Exercise material:
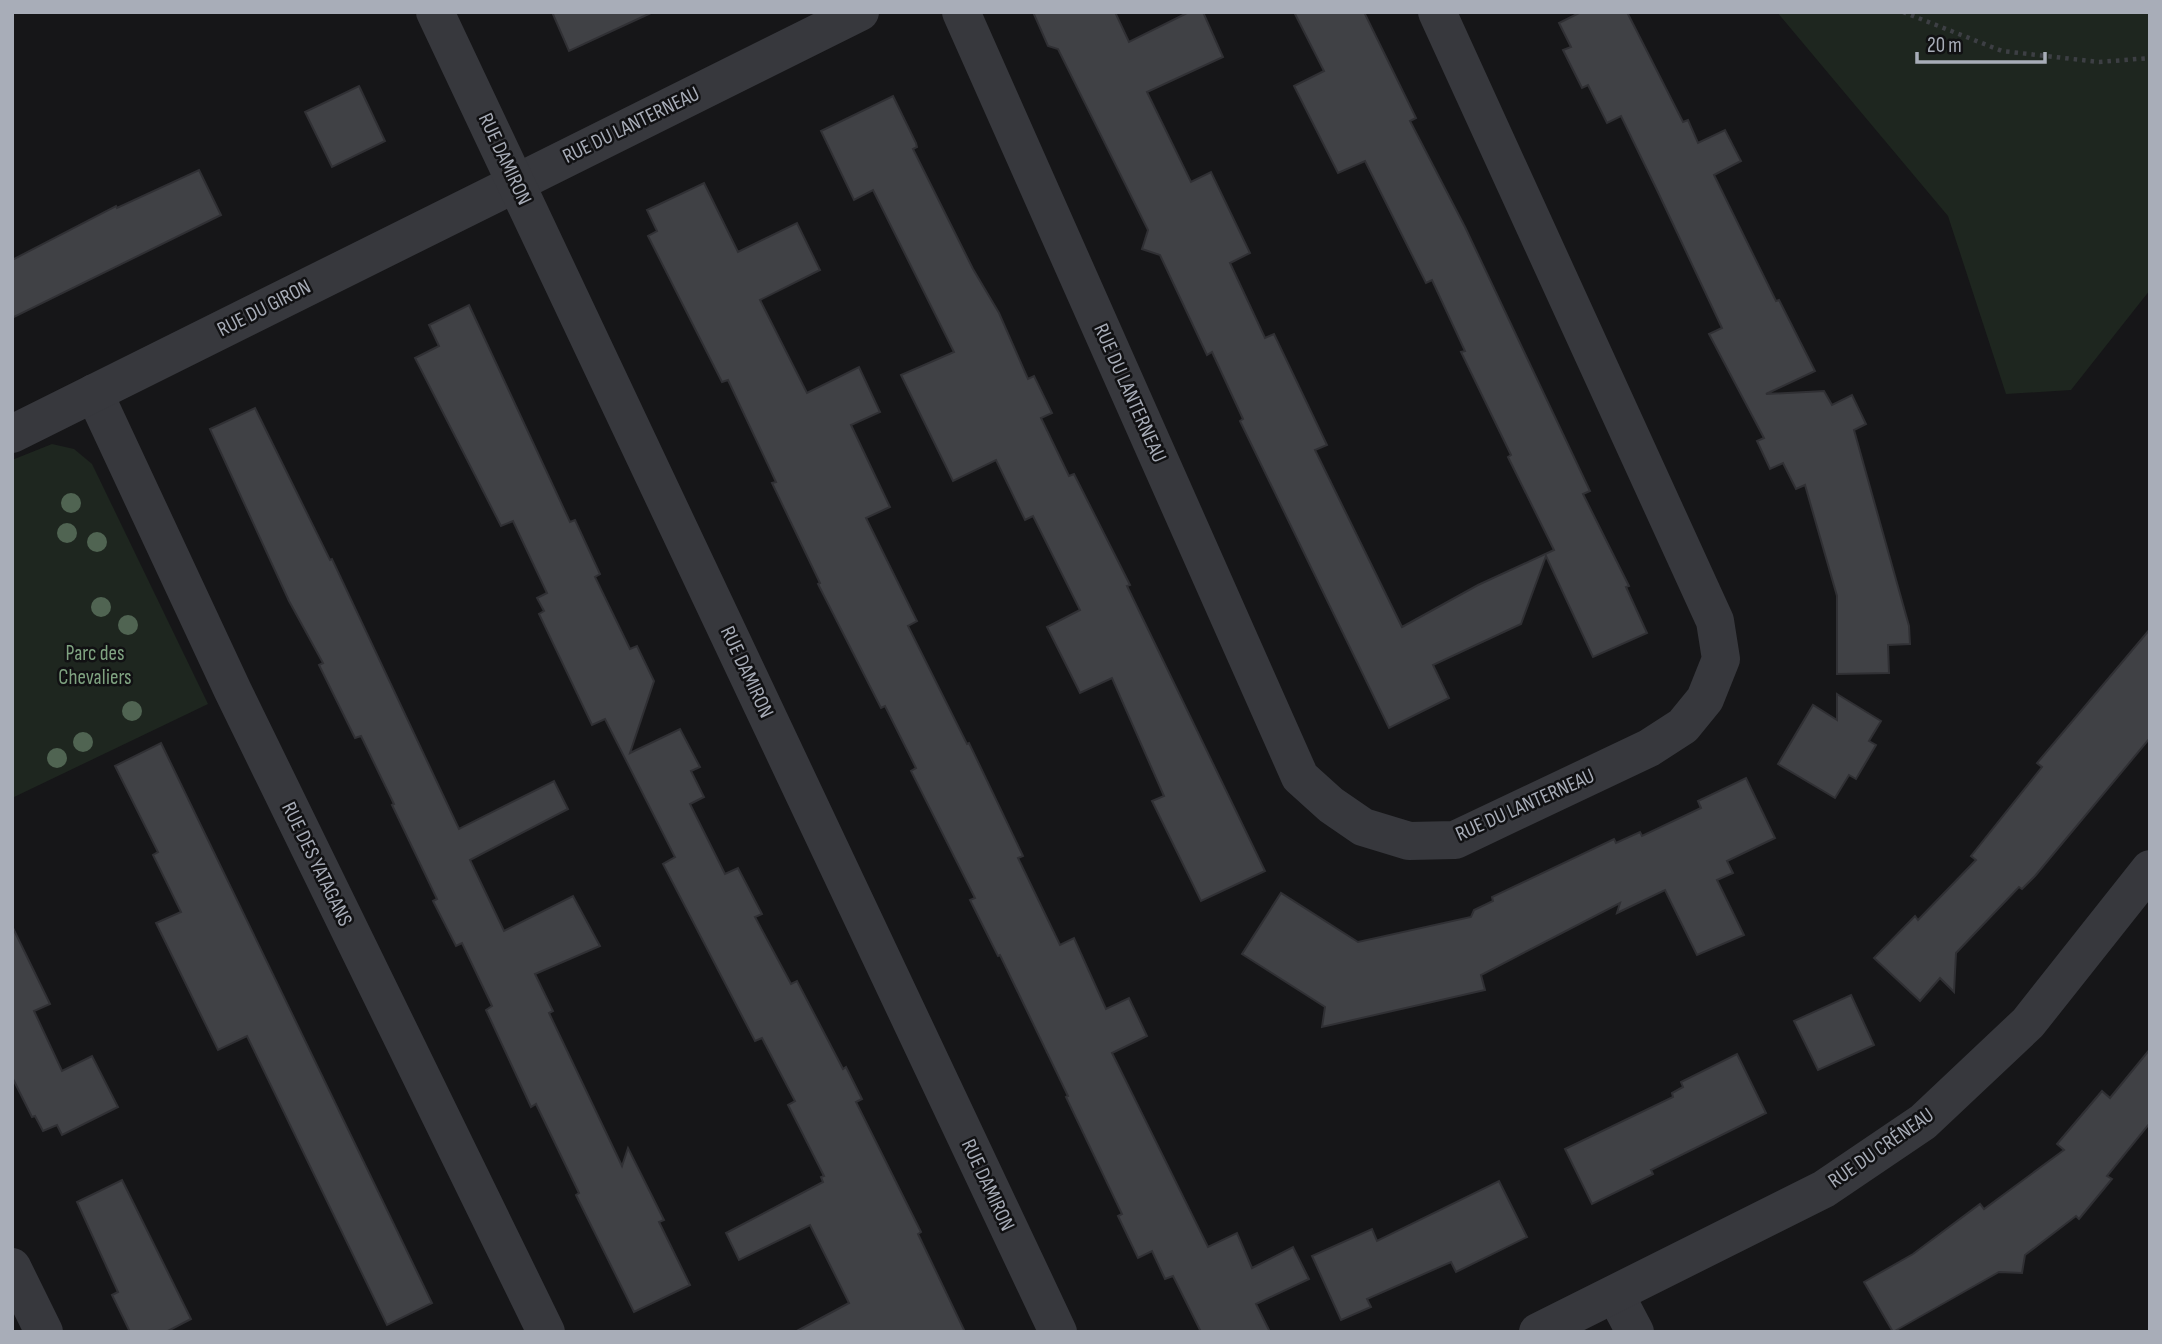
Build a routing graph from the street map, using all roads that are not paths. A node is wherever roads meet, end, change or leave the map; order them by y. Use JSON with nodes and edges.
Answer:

---

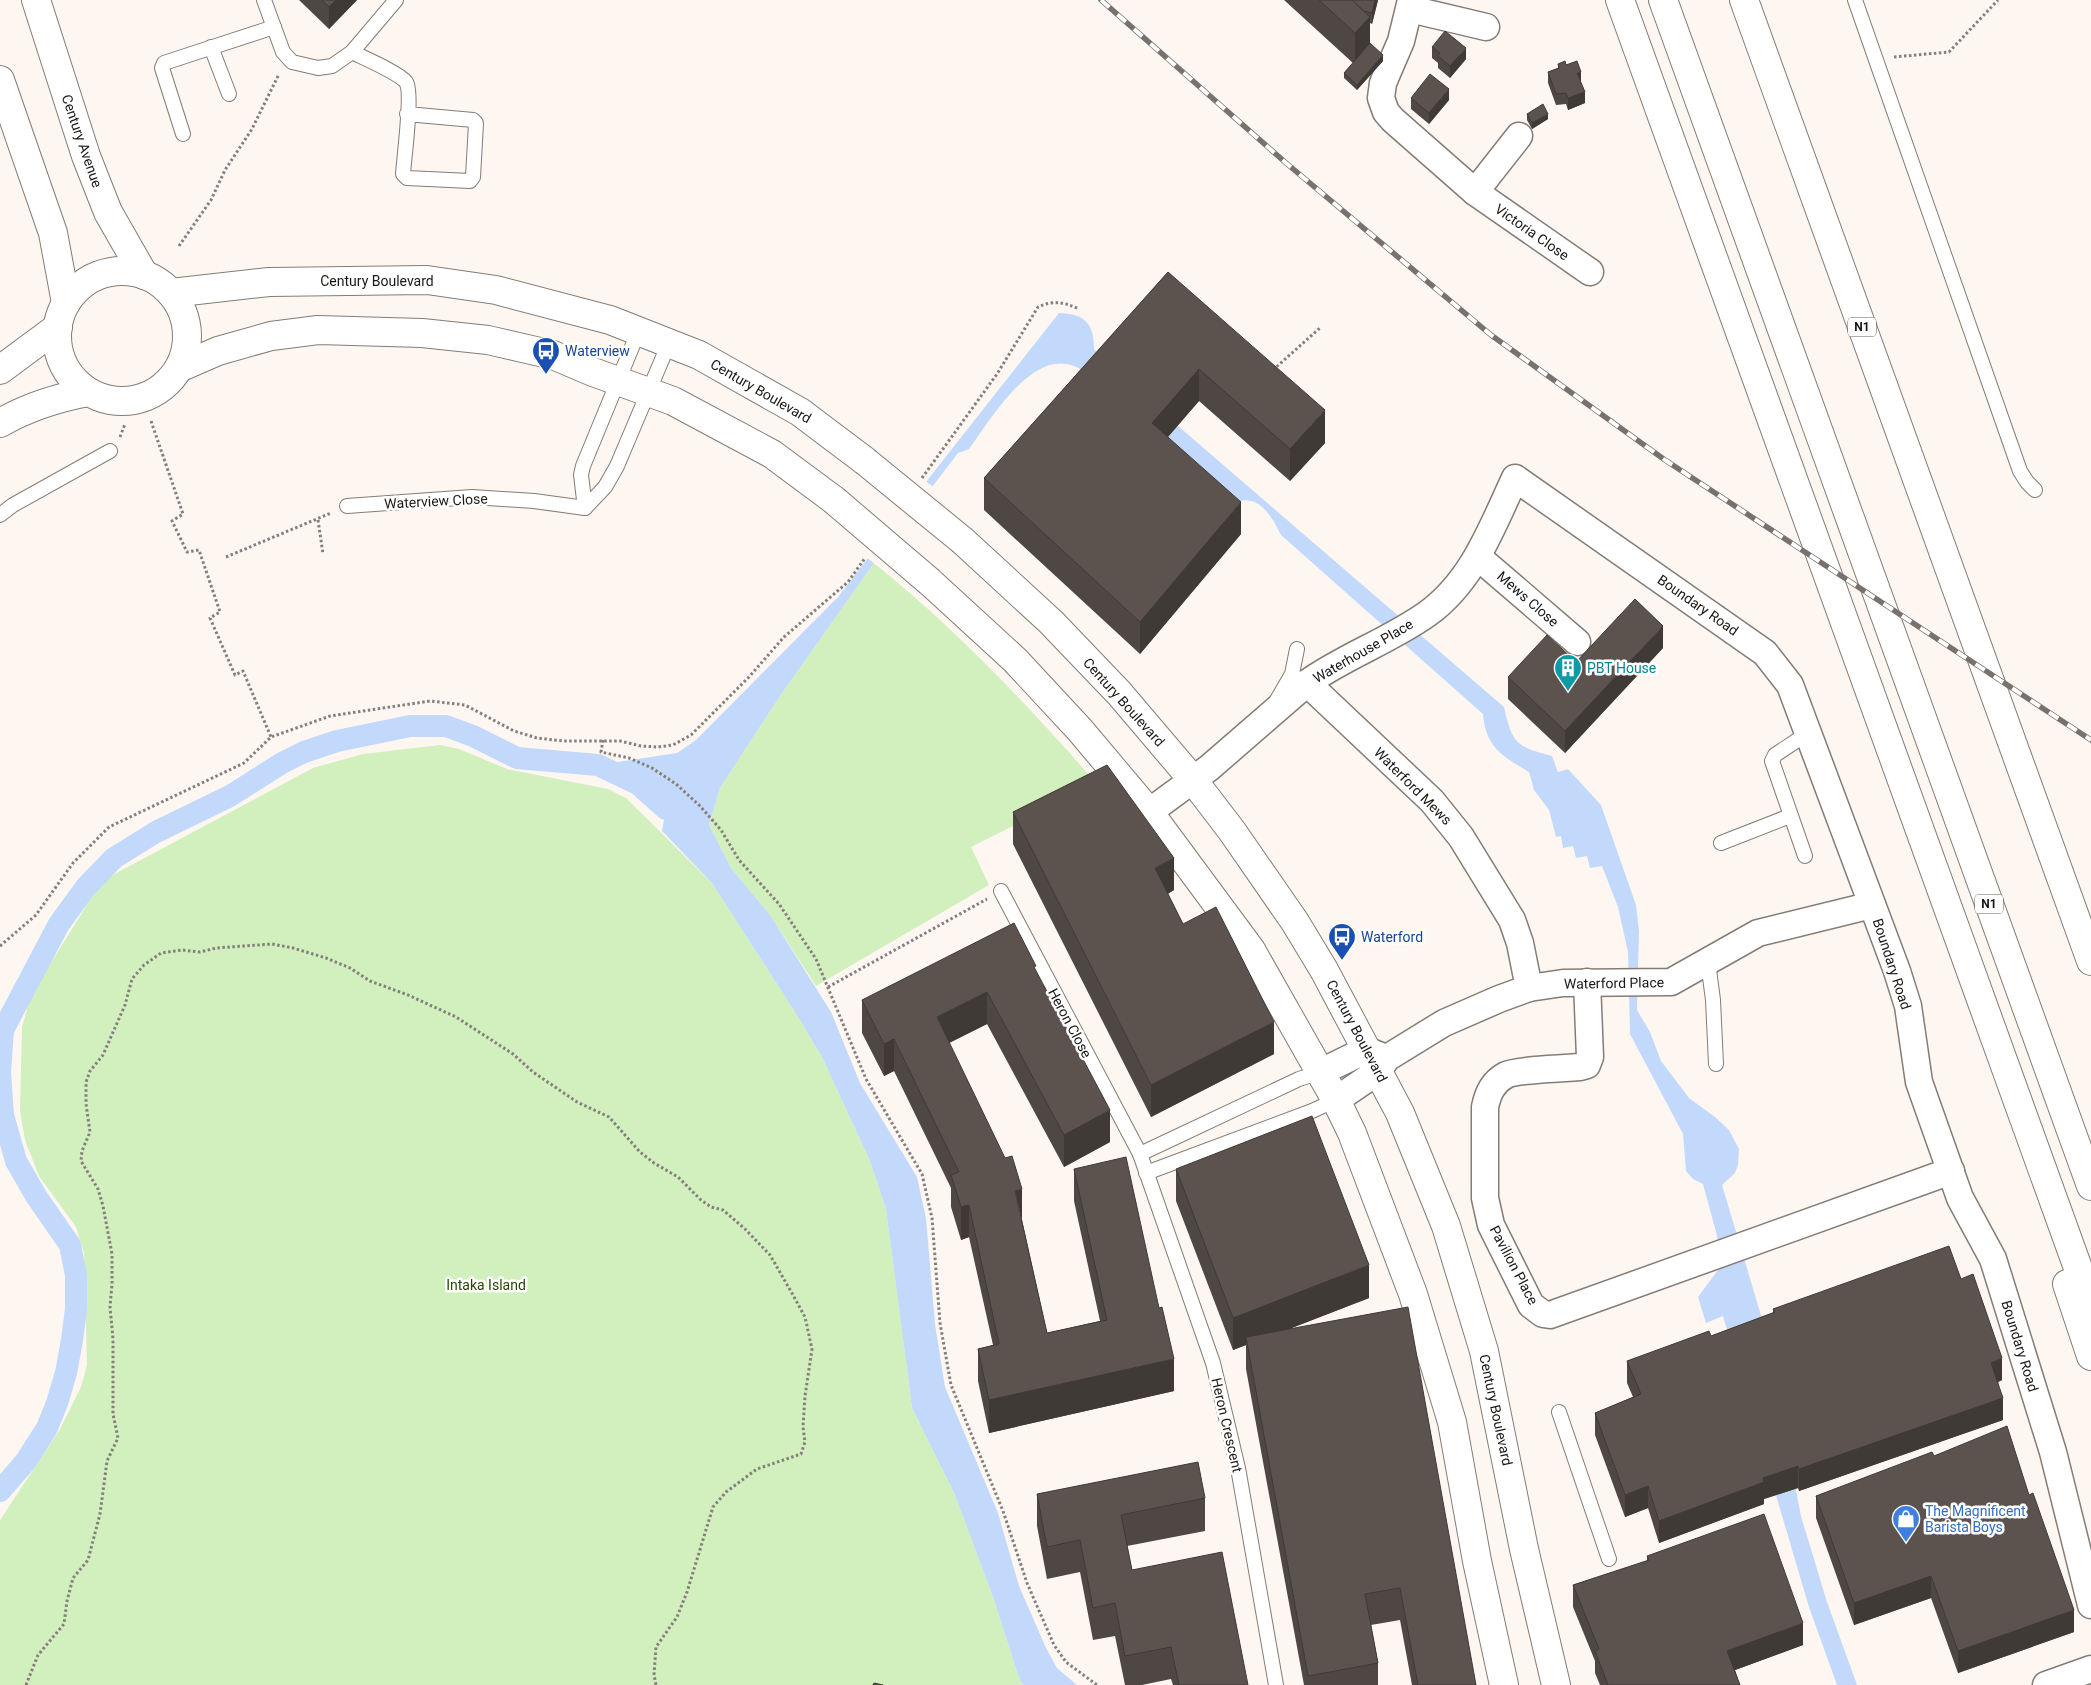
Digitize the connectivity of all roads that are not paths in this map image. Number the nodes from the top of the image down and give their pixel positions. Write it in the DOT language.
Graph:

Assignment: Among the entries, find each line that includes the string "from" and copy it.

Exercise solution:
Build a routing graph from the street map, using all roads that are not paths. A node is wherever roads meet, end, change or leave the map; order them by y. Use JSON with nodes and edges.
Digitize the connectivity of all roads that are not paths in this map image. Number the nodes from the top of the image down and give their pixel positions. Write it in the DOT language.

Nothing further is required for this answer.